REPUBLIKA.CO.ID, JAKARTA -- Pusat Studi Hukum dan Hak Asasi Manusia Universitas Islam Indonesia (Pusham UII) menilai kasus HAM berat Paniai punya kemungkinan kembali diusut. Hal ini guna menjamin terwujudnya keadilan bagi para korban.
Direktur Riset dan Publikasi Pusham UII Despan Heryansyah menduga kasus Paniai masih bisa dibuka lagi dengan dua skema. Pertama, ada tersangka baru pada kasus yang sama karena hakim sudah menyebut dalam putusannya meskipun tidak menjelaskan dengan detail siapa atau jabatan, pangkatnya apa. "Juga masih ada jalan banding dan kasasi untuk jaksa jika tidak puas dengan putusan," kata Despan kepada Republika.co.id, Jumat (9/12).
Despan menyampaikan, sejak awal sidang kasus HAM Paniai memang diragukan. Apalagi terdakwanya hanya satu orang. Despan juga meyakini KUHAP yang digunakan dalam kasus Paniai turut mempengaruhi kualitas sidang. "Pelanggaran HAM di UU 26 tahun 2000 itu tidak akan berhasil jika hukum acaranya masih menggunakan KUHAP (lama), pelanggaran HAM itu kan ekstra ordinary crime sementara KUHAP untuk ordinary crime," ujar Despan.
Sehingga, Despan mengusulkan supaya Undang-Undang Nomer 26 Tahun 2000 tentang Pengadilan HAM diperbaiki lebih dulu. Dengan begitu, ia berharap sidang kasus HAM di kemudian hari bisa lebih maksimal. "Jadi sebetulnya daripada memaksakan pengadilan (HAM) dengan UU yang ada, lebih baik revisi UU 26 dulu karena hasilnya nggak akan jauh beda (kalau pakai UU HAM lama)," ucap Despan.
Sebelumnya, Mayor Infantri Purnawirawan Isak Sattu divonis bebas dalam sidang di Pengadilan Negeri Makassar pada Kamis (8/12). Isak merupakan terdakwa tunggal dalam kasus pelanggaran HAM berat Paniai pada 2014. Majelis hakim meyakini Isak tak terbukti melakukan pelanggaran HAM dalam kasus Paniai.
"Mengadili, menyatakan terdakwa Mayor Infantri Purnawirawan Isak Sattu tidak terbukti secara sah dan meyakinkan melakukan pelanggaran HAM berat sebagaimana dalam dakwaan kesatu dan kedua," kata Hakim Ketua Sutisna Sawati dalam persidangan tersebut.
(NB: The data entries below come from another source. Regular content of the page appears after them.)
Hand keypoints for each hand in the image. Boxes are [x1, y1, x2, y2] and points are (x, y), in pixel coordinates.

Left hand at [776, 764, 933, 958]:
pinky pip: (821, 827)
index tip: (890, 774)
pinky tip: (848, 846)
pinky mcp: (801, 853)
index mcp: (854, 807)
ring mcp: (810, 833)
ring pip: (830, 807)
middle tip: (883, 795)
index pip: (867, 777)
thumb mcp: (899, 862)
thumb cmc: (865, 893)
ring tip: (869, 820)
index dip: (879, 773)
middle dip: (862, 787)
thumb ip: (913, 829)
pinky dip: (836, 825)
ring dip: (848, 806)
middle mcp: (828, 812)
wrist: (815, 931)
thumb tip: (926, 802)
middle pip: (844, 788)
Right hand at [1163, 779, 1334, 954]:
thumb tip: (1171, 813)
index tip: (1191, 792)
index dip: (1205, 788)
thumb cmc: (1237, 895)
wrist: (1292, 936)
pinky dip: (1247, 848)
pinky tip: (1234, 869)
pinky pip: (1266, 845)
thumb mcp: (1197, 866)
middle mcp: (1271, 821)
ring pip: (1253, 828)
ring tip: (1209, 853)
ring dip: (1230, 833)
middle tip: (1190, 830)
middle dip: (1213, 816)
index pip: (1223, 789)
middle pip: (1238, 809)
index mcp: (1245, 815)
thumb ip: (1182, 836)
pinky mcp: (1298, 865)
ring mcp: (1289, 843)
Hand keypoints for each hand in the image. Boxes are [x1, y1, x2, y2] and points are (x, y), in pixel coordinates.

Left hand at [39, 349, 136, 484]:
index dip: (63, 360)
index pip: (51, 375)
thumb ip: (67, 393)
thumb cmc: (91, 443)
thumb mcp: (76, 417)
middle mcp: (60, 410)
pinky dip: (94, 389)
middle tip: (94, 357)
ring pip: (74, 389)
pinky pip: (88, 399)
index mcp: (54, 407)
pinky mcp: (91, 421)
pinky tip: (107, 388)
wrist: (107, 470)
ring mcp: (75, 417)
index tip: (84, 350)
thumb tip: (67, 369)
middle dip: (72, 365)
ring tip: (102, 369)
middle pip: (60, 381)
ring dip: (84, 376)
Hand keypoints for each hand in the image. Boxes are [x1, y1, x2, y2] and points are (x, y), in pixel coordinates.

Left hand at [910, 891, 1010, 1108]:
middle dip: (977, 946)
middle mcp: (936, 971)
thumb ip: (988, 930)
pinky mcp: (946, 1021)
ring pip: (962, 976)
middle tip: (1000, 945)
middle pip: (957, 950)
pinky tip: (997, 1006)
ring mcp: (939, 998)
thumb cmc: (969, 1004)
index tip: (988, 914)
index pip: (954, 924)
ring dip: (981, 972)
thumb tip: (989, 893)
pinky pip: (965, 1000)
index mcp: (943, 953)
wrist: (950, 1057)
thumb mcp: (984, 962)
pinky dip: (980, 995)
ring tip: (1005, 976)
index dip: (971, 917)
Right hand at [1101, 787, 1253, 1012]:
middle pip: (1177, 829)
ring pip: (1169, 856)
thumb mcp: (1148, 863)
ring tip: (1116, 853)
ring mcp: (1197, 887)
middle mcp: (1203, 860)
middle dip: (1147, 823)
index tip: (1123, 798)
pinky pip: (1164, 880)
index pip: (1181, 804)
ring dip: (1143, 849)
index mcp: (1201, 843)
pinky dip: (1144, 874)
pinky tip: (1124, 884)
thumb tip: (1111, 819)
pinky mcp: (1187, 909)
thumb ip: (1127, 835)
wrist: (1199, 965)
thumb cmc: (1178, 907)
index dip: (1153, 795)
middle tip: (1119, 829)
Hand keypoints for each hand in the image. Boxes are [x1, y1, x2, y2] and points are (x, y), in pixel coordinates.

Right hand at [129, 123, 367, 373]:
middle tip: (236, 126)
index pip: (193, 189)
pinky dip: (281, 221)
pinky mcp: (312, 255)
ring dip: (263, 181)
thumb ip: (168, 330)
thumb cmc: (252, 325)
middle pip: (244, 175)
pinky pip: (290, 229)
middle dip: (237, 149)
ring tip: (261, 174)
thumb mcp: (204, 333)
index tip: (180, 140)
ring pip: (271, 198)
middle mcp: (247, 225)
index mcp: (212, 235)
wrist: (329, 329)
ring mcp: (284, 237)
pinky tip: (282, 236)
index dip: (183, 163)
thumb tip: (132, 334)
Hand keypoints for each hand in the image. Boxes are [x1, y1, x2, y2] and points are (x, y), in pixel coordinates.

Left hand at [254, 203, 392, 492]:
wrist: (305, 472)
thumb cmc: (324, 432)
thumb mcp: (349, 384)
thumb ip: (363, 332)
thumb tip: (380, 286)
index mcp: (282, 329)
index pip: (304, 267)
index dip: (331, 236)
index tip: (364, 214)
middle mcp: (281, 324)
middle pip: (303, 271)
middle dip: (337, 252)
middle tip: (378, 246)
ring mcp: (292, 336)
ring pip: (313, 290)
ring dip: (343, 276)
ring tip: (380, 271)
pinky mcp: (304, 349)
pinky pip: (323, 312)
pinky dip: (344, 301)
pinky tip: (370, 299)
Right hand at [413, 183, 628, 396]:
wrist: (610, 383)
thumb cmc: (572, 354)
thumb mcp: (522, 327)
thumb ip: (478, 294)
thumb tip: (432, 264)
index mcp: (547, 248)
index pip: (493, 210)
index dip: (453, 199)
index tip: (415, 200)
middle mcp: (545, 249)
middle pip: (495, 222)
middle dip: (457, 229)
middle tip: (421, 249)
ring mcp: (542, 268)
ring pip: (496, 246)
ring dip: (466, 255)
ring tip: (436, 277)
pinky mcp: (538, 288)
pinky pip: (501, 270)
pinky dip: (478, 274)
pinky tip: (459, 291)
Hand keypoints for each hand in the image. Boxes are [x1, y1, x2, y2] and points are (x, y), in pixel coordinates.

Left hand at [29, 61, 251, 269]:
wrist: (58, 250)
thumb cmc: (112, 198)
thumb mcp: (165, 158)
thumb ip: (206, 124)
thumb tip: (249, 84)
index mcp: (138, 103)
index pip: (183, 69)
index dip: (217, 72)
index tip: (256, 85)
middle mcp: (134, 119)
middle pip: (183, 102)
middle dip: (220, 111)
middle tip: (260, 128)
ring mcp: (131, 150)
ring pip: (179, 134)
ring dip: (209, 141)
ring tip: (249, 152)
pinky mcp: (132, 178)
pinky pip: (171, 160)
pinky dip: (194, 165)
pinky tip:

Atas dasar itulah, Majelis Hakim meyakini Isak Sattu pantas dilepaskan dari semua tuntutan. Sebab Isak dianggap tak terbukti melakukan kejahatan sebagaimana dalam tuntutan Jaksa. "Membebaskan terdakwa dari semua tuntutan," ujar Sutisna.
Awalnya, Isak Sattu dituntut penjara sepuluh tahun dalam kasus pelanggaran HAM berat Paniai Berdarah. Namun Isak divonis bebas karena dakwaan pertama Pasal 42 ayat (1) huruf a dan huruf b Juncto Pasal 7 huruf b, Pasal 9 huruf a, Pasal 37 Undang-Undang Nomor 26 Tahun 2000 tentang Pengadilan Hak Asasi Manusia (HAM) tak terbukti.
Kemudian dakwaan kedua Pasal 42 ayat (1) huruf a dan huruf b Juncto Pasal 7 huruf b, Pasal 9 huruf h, Pasal 40 Undang-Undang Nomor 26 Tahun 2000 tentang Pengadilan HAM juga tak terbukti.
Peristiwa Paniai Berdarah terjadi pada 8 Desember 2014 di Lapangan Karel Gobai, Enarotali, Kabupaten Paniai. Peristiwa itu terkait dengan aksi personel militer dan kepolisian saat pembubaran paksa aksi unjuk rasa dan protes masyarakat Paniai di Polsek dan Koramil Paniai pada 7-8 Desember 2014. Aksi unjuk rasa tersebut berujung pembubaran paksa dengan menggunakan peluru tajam. Empat orang tewas dalam pembubaran paksa itu adalah Alpius Youw, Alpius Gobay, Yulian Yeimo dan Simon Degei.